WellCare restates earnings after finding accounting errors, owed refund could top $46M
Tuesday, July 22, 2008 6:12 AM
Provided by
WellCare Health Plans Inc. is restating its earnings for 2004, 2005, 2006 and the first half of 2007, after determining that the company owes refunds under contracts to provide managed care services for government health care programs in Florida and in Illinois.
The restatements stem from accounting errors related to contracts with the Florida Agency for Health Care Administration, the Florida Healthy Kids Corp. and the Illinois Department of Health and Family Services, WellCare said in a filing with the Securities and Exchange Commission.

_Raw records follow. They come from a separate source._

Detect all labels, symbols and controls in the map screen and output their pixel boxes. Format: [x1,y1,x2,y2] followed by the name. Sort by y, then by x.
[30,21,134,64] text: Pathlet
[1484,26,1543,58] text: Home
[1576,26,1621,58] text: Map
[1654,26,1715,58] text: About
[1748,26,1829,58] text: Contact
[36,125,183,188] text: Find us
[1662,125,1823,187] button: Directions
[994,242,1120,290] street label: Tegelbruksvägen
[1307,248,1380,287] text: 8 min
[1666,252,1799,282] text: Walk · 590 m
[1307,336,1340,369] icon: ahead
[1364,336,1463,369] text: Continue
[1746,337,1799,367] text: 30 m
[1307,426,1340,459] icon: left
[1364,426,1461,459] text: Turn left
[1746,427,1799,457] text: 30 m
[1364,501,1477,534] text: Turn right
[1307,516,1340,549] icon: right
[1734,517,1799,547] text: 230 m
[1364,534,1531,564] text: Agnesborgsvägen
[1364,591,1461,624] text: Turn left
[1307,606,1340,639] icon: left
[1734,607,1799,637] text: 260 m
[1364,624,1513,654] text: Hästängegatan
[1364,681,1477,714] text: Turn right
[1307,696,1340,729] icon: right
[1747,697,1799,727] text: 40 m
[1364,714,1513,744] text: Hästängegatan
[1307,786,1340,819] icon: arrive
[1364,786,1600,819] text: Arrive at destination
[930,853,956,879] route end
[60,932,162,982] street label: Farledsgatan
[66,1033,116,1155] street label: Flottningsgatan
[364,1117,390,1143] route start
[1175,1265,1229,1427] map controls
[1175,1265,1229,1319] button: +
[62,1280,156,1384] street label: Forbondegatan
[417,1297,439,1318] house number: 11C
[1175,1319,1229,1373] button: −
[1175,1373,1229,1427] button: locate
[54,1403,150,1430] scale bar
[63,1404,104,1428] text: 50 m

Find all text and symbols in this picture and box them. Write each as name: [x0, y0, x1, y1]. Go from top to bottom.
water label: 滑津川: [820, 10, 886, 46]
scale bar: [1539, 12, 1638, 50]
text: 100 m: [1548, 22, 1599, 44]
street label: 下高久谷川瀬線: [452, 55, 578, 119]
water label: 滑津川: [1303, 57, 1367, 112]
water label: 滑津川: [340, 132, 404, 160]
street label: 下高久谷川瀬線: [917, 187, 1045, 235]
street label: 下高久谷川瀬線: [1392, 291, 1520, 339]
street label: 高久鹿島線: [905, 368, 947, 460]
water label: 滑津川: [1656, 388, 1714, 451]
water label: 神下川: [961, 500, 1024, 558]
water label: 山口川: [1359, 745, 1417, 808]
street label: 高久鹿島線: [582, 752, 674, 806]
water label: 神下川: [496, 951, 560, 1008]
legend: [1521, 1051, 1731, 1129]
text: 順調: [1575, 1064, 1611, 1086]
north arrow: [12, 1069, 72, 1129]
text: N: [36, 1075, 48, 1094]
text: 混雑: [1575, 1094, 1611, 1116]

The announcement provides some insight into the possible nature of a state and federal probe that's been underway at WellCare (NYSE: WCG) since Oct. 24, when state and federal law enforcement officials raided the company's Tampa headquarters. WellCare has not filed any financial reports with the SEC since the raid. The senior management team has been replaced and the new executives are improving processes and procedures governing internal control over financial reporting, WellCare said.
Content Continues Below
Three contracts are the focus of the SEC filing. One covers the behavioral health component of WellCare's contract with AHCA for Medicaid recipients in Florida. Another is the "Healthy Kids" contract in which WellCare provides health insurance for children whose family income makes them ineligible for Medicaid. The third is a contract to provide health care services to Medicaid recipients in Illinois.
Under the contracts, WellCare receives premiums to pay for medical and health benefits. If WellCare spends less on eligible medical expenses than the minimum in the contract, the company is required to refund all or some of the difference.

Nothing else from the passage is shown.